A landmark Supreme Court ruling has paved the way for some 600,000 Metis and non-status aboriginal people with no affiliations to specific reserves to get out a jurisdictional limbo that has prevented them from accessing government services and pursuing land claims.
Canada’s top court yesterday issued a unanimous decision that tens of thousands of Metis and non-status Indians are now under the jurisdiction of the federal government. The SC held that non-status Indians and Métis are considered “Indians” under Section 91(24) of the 1867 Constitutional Act.
The ruling stems from the Daniels Vs. Canada case launched way back in 1999 by Metis leader Harry Daniels, then president of the Congress of Aboriginal Peoples; Lead Gardner, a non-status Anishinaabe woman; and Terry Journey, a non-status Mi’kmaq man. Daniels died in 2004.
“The Court’s decision marks the end of a historic 17-year legal journey and the beginning of a new day for the nearly 800,000 MNSI living off-reserve,” said Dwight Dorey, current national chief of CAP.
The ruling means that the federal government will now have responsibility for some 200,000 Metis and 400,000 non-status aboriginals who are not affiliated with any specific reserve.
Before this clarification, the court said, many indigenous communities were in a “jurisdictional wasteland with significant obvious disadvantaging consequences.”
It meant Metis and non-status Indians were barred from receiving significant funding programs and services.

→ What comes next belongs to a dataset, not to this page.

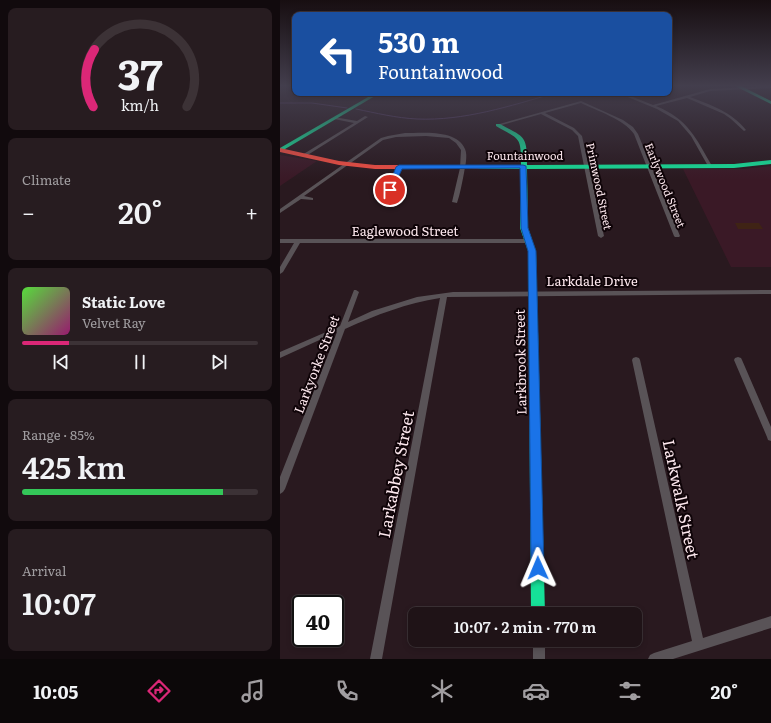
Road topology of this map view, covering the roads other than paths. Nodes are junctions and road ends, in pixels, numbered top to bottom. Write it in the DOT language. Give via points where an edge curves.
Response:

“As a leader in Aboriginal politics for the past 37 years I have learned to be modest when it comes to predicting the future,” said Dorey when he addressed the media outside the Court today. “But I can say with confidence that today’s decision bodes well for the future of hundreds of thousands of disenfranchised Métis and non-status Indians, who can now move forward with a new sense of pride and purpose.”

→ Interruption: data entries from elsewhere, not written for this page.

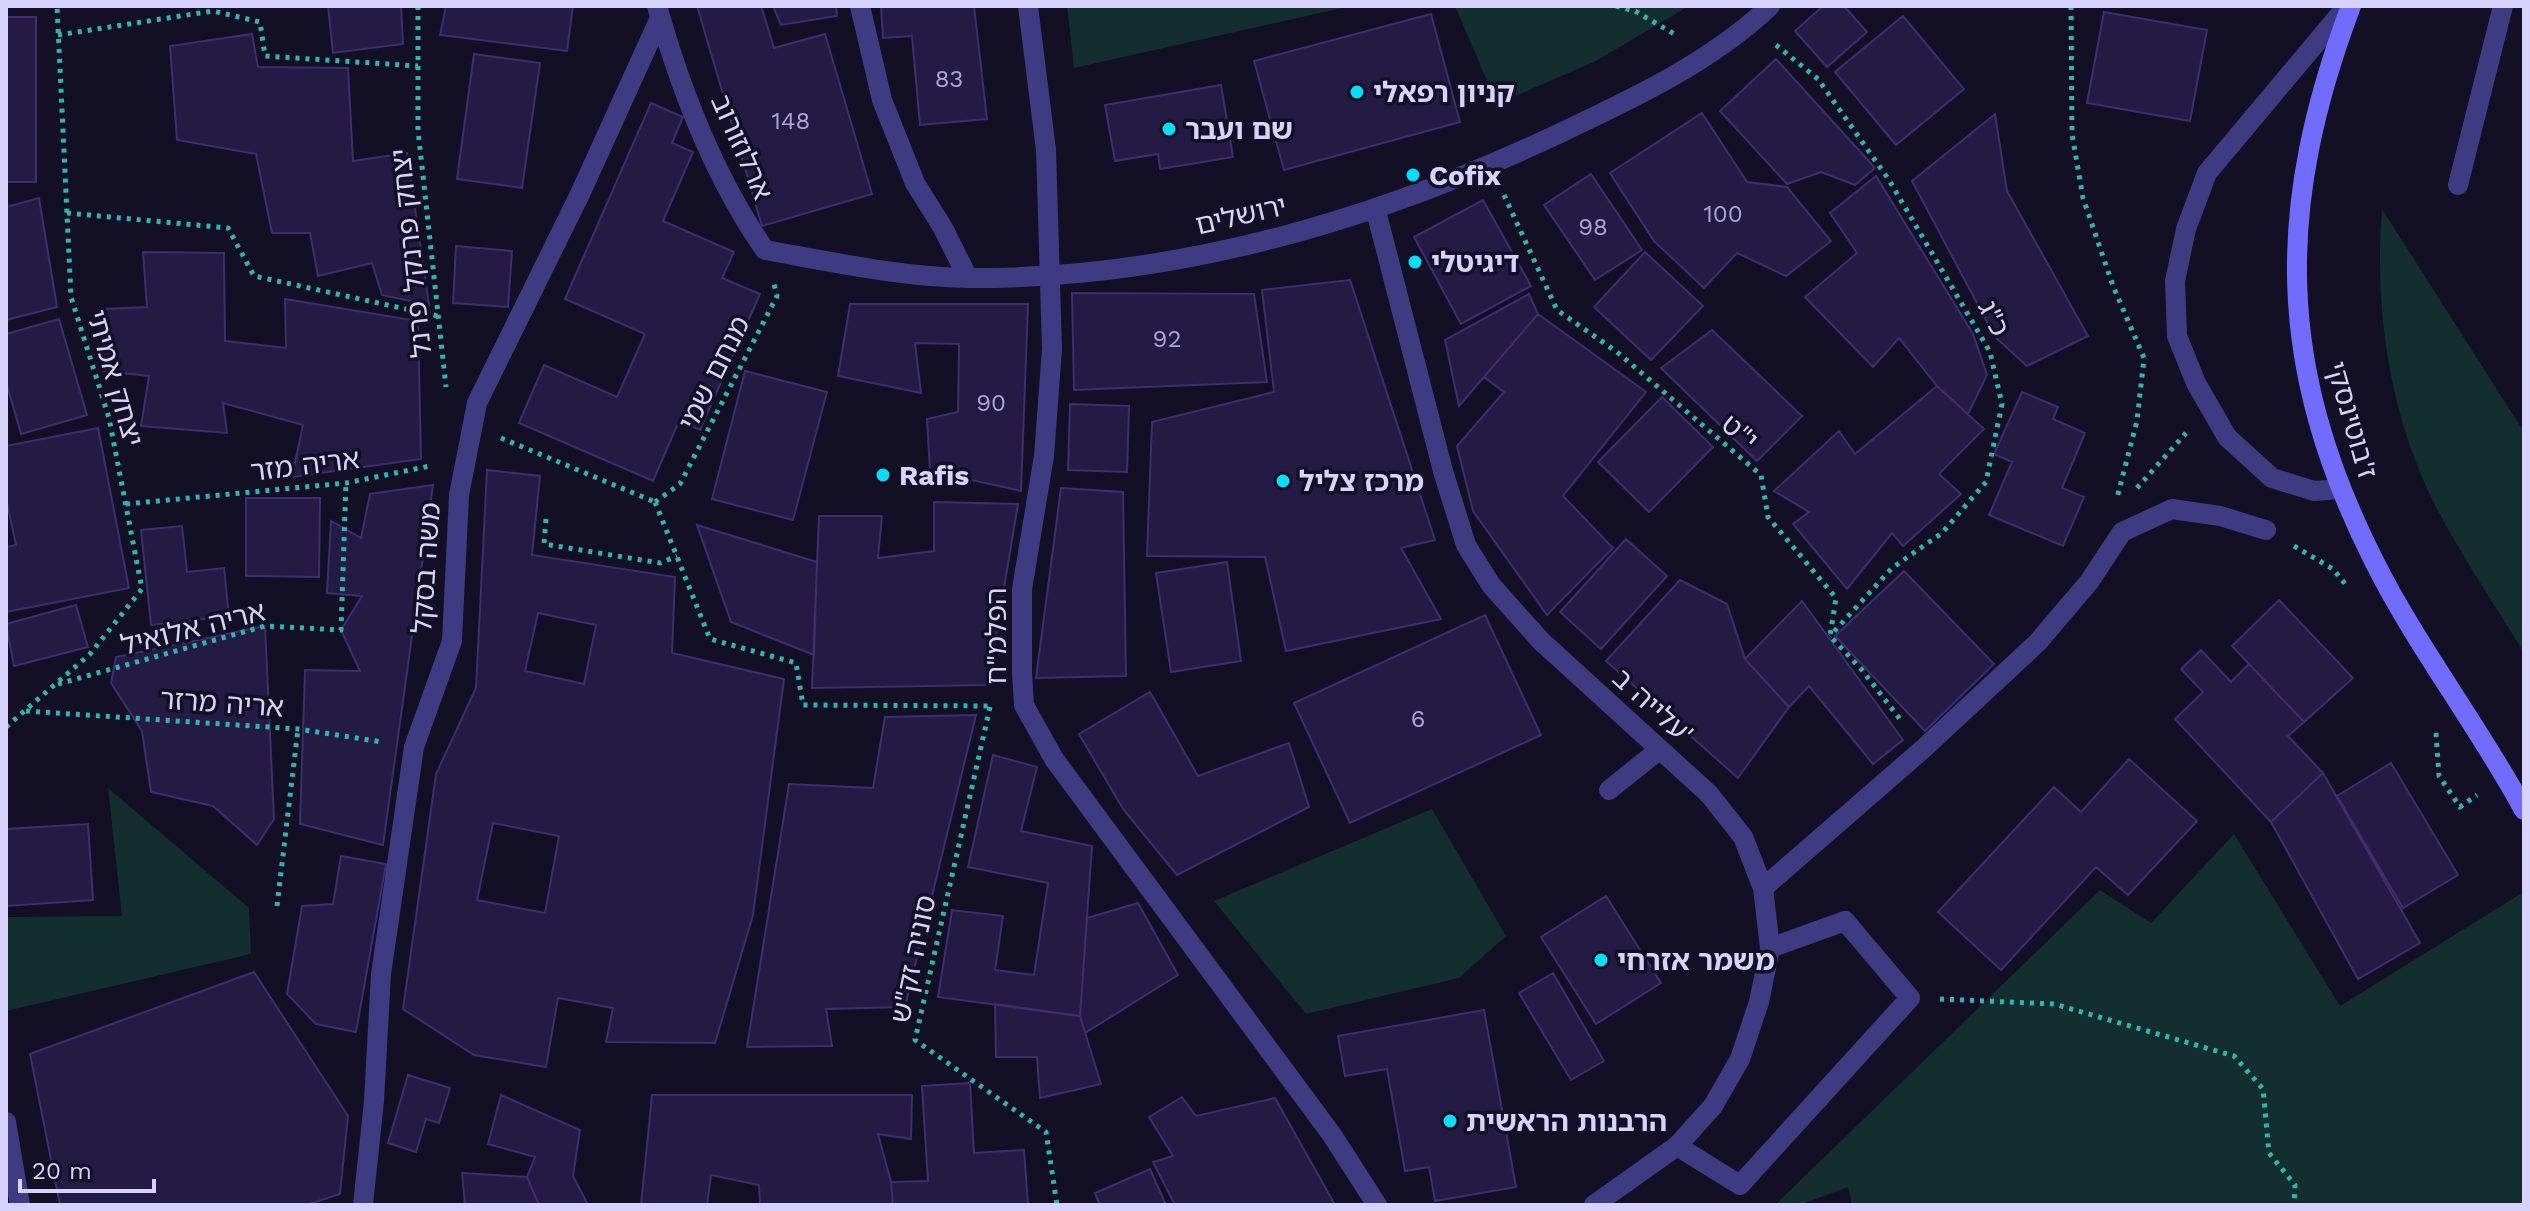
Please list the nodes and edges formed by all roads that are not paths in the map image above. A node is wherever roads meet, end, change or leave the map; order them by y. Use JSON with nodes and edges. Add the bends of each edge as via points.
{"nodes":[{"id":1,"x":860,"y":6,"type":"edge"},
{"id":2,"x":1028,"y":6,"type":"edge"},
{"id":3,"x":1770,"y":6,"type":"edge"},
{"id":4,"x":2349,"y":6,"type":"edge"},
{"id":5,"x":2503,"y":6,"type":"edge"},
{"id":6,"x":658,"y":12,"type":"edge"},
{"id":7,"x":2458,"y":185,"type":"dead end"},
{"id":8,"x":1376,"y":211,"type":"junction"},
{"id":9,"x":968,"y":278,"type":"junction"},
{"id":10,"x":2340,"y":489,"type":"junction"},
{"id":11,"x":2266,"y":530,"type":"road end"},
{"id":12,"x":1659,"y":750,"type":"junction"},
{"id":13,"x":1609,"y":790,"type":"dead end"},
{"id":14,"x":2524,"y":810,"type":"edge"},
{"id":15,"x":1763,"y":888,"type":"junction"},
{"id":16,"x":1770,"y":948,"type":"junction"},
{"id":17,"x":6,"y":1122,"type":"edge"},
{"id":18,"x":1677,"y":1146,"type":"junction"},
{"id":19,"x":20,"y":1205,"type":"edge"},
{"id":20,"x":363,"y":1205,"type":"edge"},
{"id":21,"x":1377,"y":1205,"type":"edge"},
{"id":22,"x":1594,"y":1205,"type":"edge"}],
"edges":[{"from":1,"to":9,"type":"street","via":[[882,100],[915,183]]},
{"from":2,"to":21,"type":"street","name":"הפלמ\"ח","bridge":true,"via":[[1046,150],[1052,349],[1044,456],[1022,589],[1024,705],[1054,759],[1332,1135]]},
{"from":3,"to":8,"type":"street","name":"ירושלים","via":[[1667,80],[1491,165]]},
{"from":4,"to":10,"type":"street","name":"ז'בוטינסקי","via":[[2307,149],[2295,281],[2309,389]]},
{"from":4,"to":10,"type":"street","via":[[2207,173],[2186,229],[2175,281],[2177,336],[2227,437],[2272,478],[2314,491]]},
{"from":5,"to":7,"type":"street"},
{"from":6,"to":9,"type":"street","name":"ארלוזורוב","via":[[714,167],[765,250]]},
{"from":6,"to":20,"type":"street","name":"משה בסקל","via":[[580,194],[477,403],[459,495],[452,641],[414,747],[381,974]]},
{"from":8,"to":9,"type":"street","name":"ירושלים","via":[[1124,270]]},
{"from":8,"to":12,"type":"street","name":"עלייה ב'","via":[[1466,545],[1491,585],[1541,641]]},
{"from":10,"to":14,"type":"street","name":"ז'בוטינסקי","via":[[2375,563]]},
{"from":11,"to":15,"type":"street","via":[[2172,509],[2119,526],[2089,582],[2038,642]]},
{"from":12,"to":13,"type":"street"},
{"from":12,"to":15,"type":"street","name":"עלייה ב'","via":[[1709,794],[1743,837]]},
{"from":15,"to":16,"type":"street","name":"עלייה ב'"},
{"from":16,"to":18,"type":"street","name":"עלייה ב'","via":[[1740,1059],[1713,1106]]},
{"from":16,"to":18,"type":"street","via":[[1845,921],[1910,998],[1740,1185]]},
{"from":17,"to":19,"type":"street"},
{"from":18,"to":22,"type":"street","name":"עלייה ב'"}]}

Prime Minister Justin Trudeau said, “This is a landmark ruling that will have broad consequences and impacts. But I can guarantee you one thing: The path forward will be together as we move forward.”
The ruling also explained that the word Indian has two meanings:
- A broad term that includes all aboriginal people
- A narrower meaning that distinguishes First Nations from other groups
For purposes of defining federal jurisdiction, the court said, the broader meaning will be used.
The ruling, however, did not define which communities are Metis and which are non-status Indians, according to a report from the Toronto Star. It also did not determine who the ruling exactly applies to adding that this will be “decided on a case-by-case basis in the future.”